Are Overseas Buyers Actually Raising Property Prices?
Kate Cull writes an interesting article for the website Property Update, saying that overseas buyers in general and Chinese investors in particular are believed to have caused the exponential rise in property prices in Sydney and Melbourne.
Chinese investors may not be driving prices up
Admittedly, there is circumstantial evidence of Cull’s theory, but this might not really be the case, if you actually look into it. Cull focuses on the stat at hand: in the year 2014, only 2% property transactions were undertaken by Chinese real estate investors. This percentage is incredibly low and can’t contribute to affordability issues.
2% involvement of the Chinese investors
This said, Cull also concedes that 2% is the official figure and may not account for all the illegal sales that’s happening across Australia- a situation to which the regulating bodies have just woken up.
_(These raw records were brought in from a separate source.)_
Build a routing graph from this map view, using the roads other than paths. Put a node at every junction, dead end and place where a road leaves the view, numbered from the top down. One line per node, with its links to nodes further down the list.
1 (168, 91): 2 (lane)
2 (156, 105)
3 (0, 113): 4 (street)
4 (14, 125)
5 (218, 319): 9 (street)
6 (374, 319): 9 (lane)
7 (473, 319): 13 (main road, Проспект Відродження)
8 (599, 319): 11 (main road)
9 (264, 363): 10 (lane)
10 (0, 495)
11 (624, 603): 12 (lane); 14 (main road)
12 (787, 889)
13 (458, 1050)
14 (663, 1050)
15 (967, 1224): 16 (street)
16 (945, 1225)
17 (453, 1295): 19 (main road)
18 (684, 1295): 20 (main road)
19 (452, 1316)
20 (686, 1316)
You can read the original article here.
Illegal deals not accounted for in the stat
In my opinion, China or the whole of Asia in general has only now begun to exert its impact. It is true that 2% is a very low figure. It is also heartening that foreign investment can only flow into the new properties and cannot get into the established properties which form a very large chunk of the property market. However, until when will the status quo prevail?
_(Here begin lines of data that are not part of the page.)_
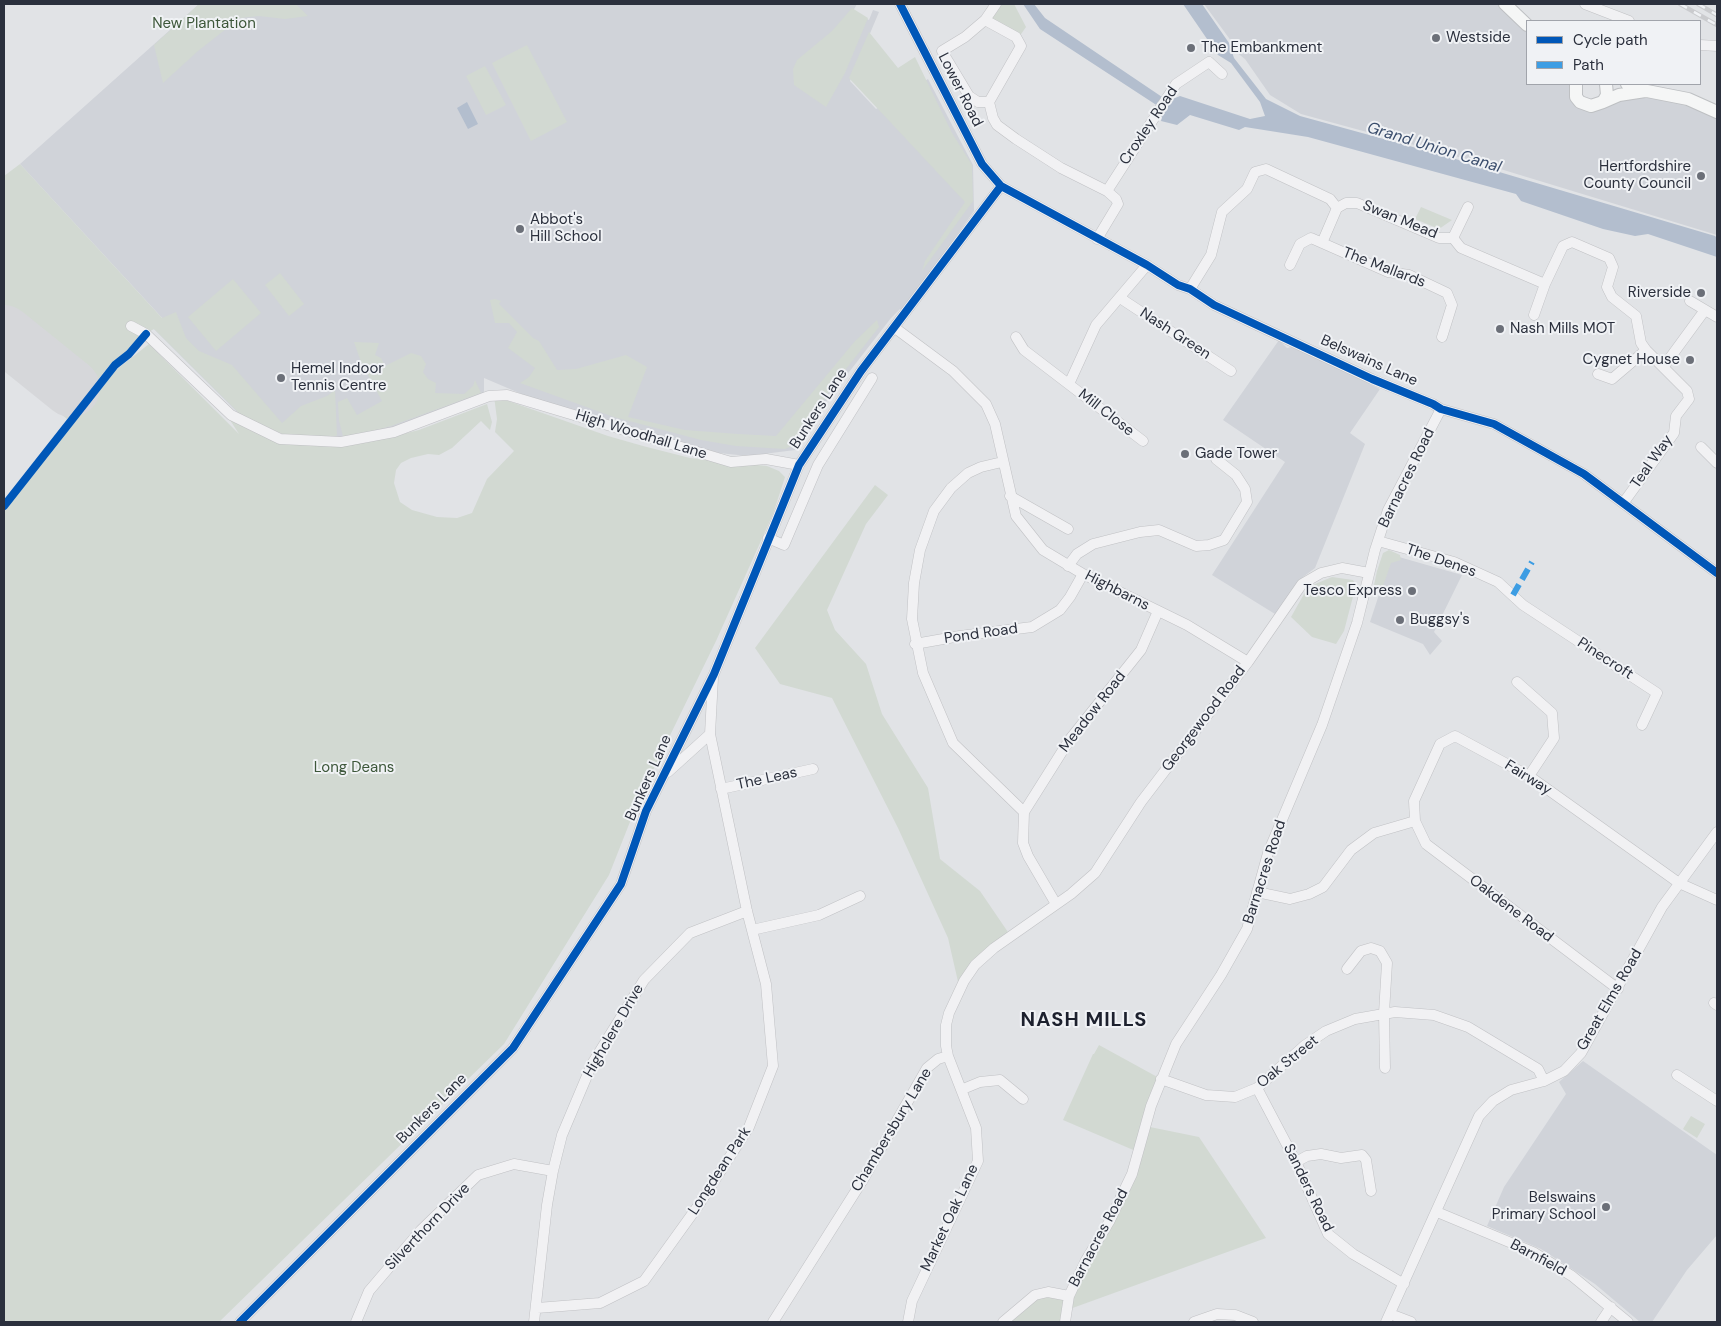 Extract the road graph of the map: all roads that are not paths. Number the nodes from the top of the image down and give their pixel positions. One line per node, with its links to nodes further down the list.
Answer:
1 (900, 4): 18 (street, Lower Road)
2 (996, 4): 5 (street)
3 (1585, 4): 6 (street)
4 (1511, 6): 7 (main road)
5 (985, 20): 15 (street); 15 (street)
6 (1626, 20)
7 (1526, 25)
8 (1701, 45): 9 (street)
9 (1717, 46)
10 (1222, 74): 19 (street, Croxley Road)
11 (1606, 85): 16 (main road)
12 (1635, 85): 14 (main road)
13 (1574, 87): 16 (main road)
14 (1650, 87): 16 (main road); 17 (main road)
15 (989, 102): 19 (street)
16 (1602, 102)
17 (1717, 112)
18 (1001, 186): 23 (street, Belswains Lane); 35 (street, Bunkers Lane)
19 (1107, 191): 23 (street)
20 (1342, 206): 22 (street, Swan Mead); 24 (street); 28 (street)
21 (1468, 207): 22 (street, Swan Mead)
22 (1453, 238): 27 (street, Swan Mead)
23 (1098, 239): 25 (street, Belswains Lane)
24 (1322, 243): 26 (street, The Mallards); 37 (street, The Mallards)
25 (1147, 265): 28 (street, Belswains Lane); 29 (street, Mill Close)
26 (1290, 265)
27 (1545, 284): 32 (street); 38 (street)
28 (1190, 289): 44 (street, Belswains Lane)
29 (1120, 298): 40 (street, Nash Green); 43 (street, Mill Close)
30 (1690, 301): 31 (street)
31 (1705, 310): 33 (street); 39 (street)
32 (1534, 315)
33 (1716, 316)
34 (130, 326): 50 (street, High Woodhall Lane)
35 (895, 328): 48 (street); 50 (street, Bunkers Lane)
36 (1016, 337): 43 (street, Mill Close)
37 (1442, 337)
38 (1646, 350): 39 (street, Teal Way); 41 (street)
39 (1664, 366): 52 (street, Teal Way)
40 (1231, 371)
41 (1598, 374)
42 (872, 378): 54 (street)
43 (1069, 384): 45 (street, Mill Close)
44 (1441, 410): 52 (street, Belswains Lane); 55 (street, Barnacres Road)
45 (1144, 441)
46 (1702, 447): 49 (street)
47 (1216, 459): 56 (street)
48 (1002, 462): 51 (street, Highbarns); 62 (street)
49 (1717, 463)
50 (799, 465): 54 (street, Bunkers Lane)
51 (1010, 496): 53 (street); 56 (street, Highbarns)
52 (1624, 502): 57 (street, Belswains Lane)
53 (1068, 529)
54 (768, 538): 64 (street, Bunkers Lane)
55 (1378, 541): 58 (street, Barnacres Road); 60 (street, The Denes)
56 (1068, 566): 59 (street, Highbarns)
57 (1717, 572)
58 (1369, 573): 63 (street, Georgewood Road); 76 (street, Barnacres Road)
59 (1083, 574): 61 (street, Highbarns); 62 (street, Pond Road)
60 (1524, 606): 66 (street, Pinecroft)
61 (1158, 611): 63 (street, Highbarns); 72 (street, Meadow Road)
62 (915, 644): 72 (street)
63 (1248, 662): 79 (street, Georgewood Road)
64 (714, 674): 67 (street, Longdean Park); 69 (street, Bunkers Lane)
65 (1517, 682): 70 (street)
66 (1642, 725)
67 (710, 734): 69 (street); 71 (street, Longdean Park)
68 (813, 769): 71 (street, The Leas)
69 (664, 776): 103 (street, Bunkers Lane)
70 (1529, 776): 73 (street, Fairway); 75 (street, Fairway)
71 (721, 789): 80 (street, Longdean Park)
72 (1024, 812): 79 (street)
73 (1415, 821): 76 (street); 83 (street, Oakdene Road)
74 (1717, 832): 75 (street, Great Elms Road)
75 (1678, 883): 78 (street, Fairway); 83 (street, Great Elms Road)
76 (1257, 892): 88 (street, Barnacres Road)
77 (860, 896): 81 (street)
78 (1717, 900)
79 (1056, 904): 85 (street, Chambersbury Lane)
80 (747, 911): 81 (street, Longdean Park); 95 (street, Highclere Drive)
81 (752, 930): 101 (street, Longdean Park)
82 (1347, 969): 84 (street)
83 (1618, 990): 89 (street, Great Elms Road)
84 (1384, 1013): 86 (street); 89 (street, Oak Street); 90 (street, Oak Street)
85 (948, 1056): 91 (street, Market Oak Lane); 106 (street, Chambersbury Lane)
86 (1386, 1068)
87 (1677, 1075): 93 (street)
88 (1161, 1079): 90 (street, Oak Street); 99 (street, Barnacres Road)
89 (1544, 1081): 97 (street, Great Elms Road)
90 (1257, 1088): 94 (street, Sanders Road)
91 (963, 1089): 92 (street); 107 (street, Market Oak Lane)
92 (1023, 1100)
93 (1717, 1101)
94 (1296, 1162): 96 (street); 98 (street, Sanders Road)
95 (553, 1171): 101 (street, Highclere Drive); 104 (street, Silverthorn Drive)
96 (1372, 1191)
97 (1437, 1212): 98 (street, Great Elms Road); 100 (street, Barnfield)
98 (1404, 1284): 102 (street, Great Elms Road)
99 (1069, 1296): 108 (street); 109 (street, Barnacres Road)
100 (1611, 1307): 113 (street); 114 (street, Barnfield)
101 (537, 1308): 105 (street, Highclere Drive)
102 (1388, 1318): 112 (street)
103 (240, 1322)
104 (356, 1322)
105 (534, 1322)
106 (773, 1322)
107 (908, 1322)
108 (1003, 1322)
109 (1065, 1322)
110 (1194, 1322): 111 (street)
111 (1253, 1322)
112 (1411, 1322)
113 (1601, 1322)
114 (1628, 1322)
Fresh $75 billion may enter soon
It clearly looks that China is orienting its economy towards the Australian property market. It has eased off restrictions on capital exports and this may mean that a good percentage of $75 billion is about to hit the Australian real estate market.
Add to this a very big figure which comprises all of the illegal, shady deals through which a big player from the east buys a property in our country, using a front-company based in Australia. This rot needs to be stemmed at any cost. Nice to learn that the regulators are worried and acting on the situation.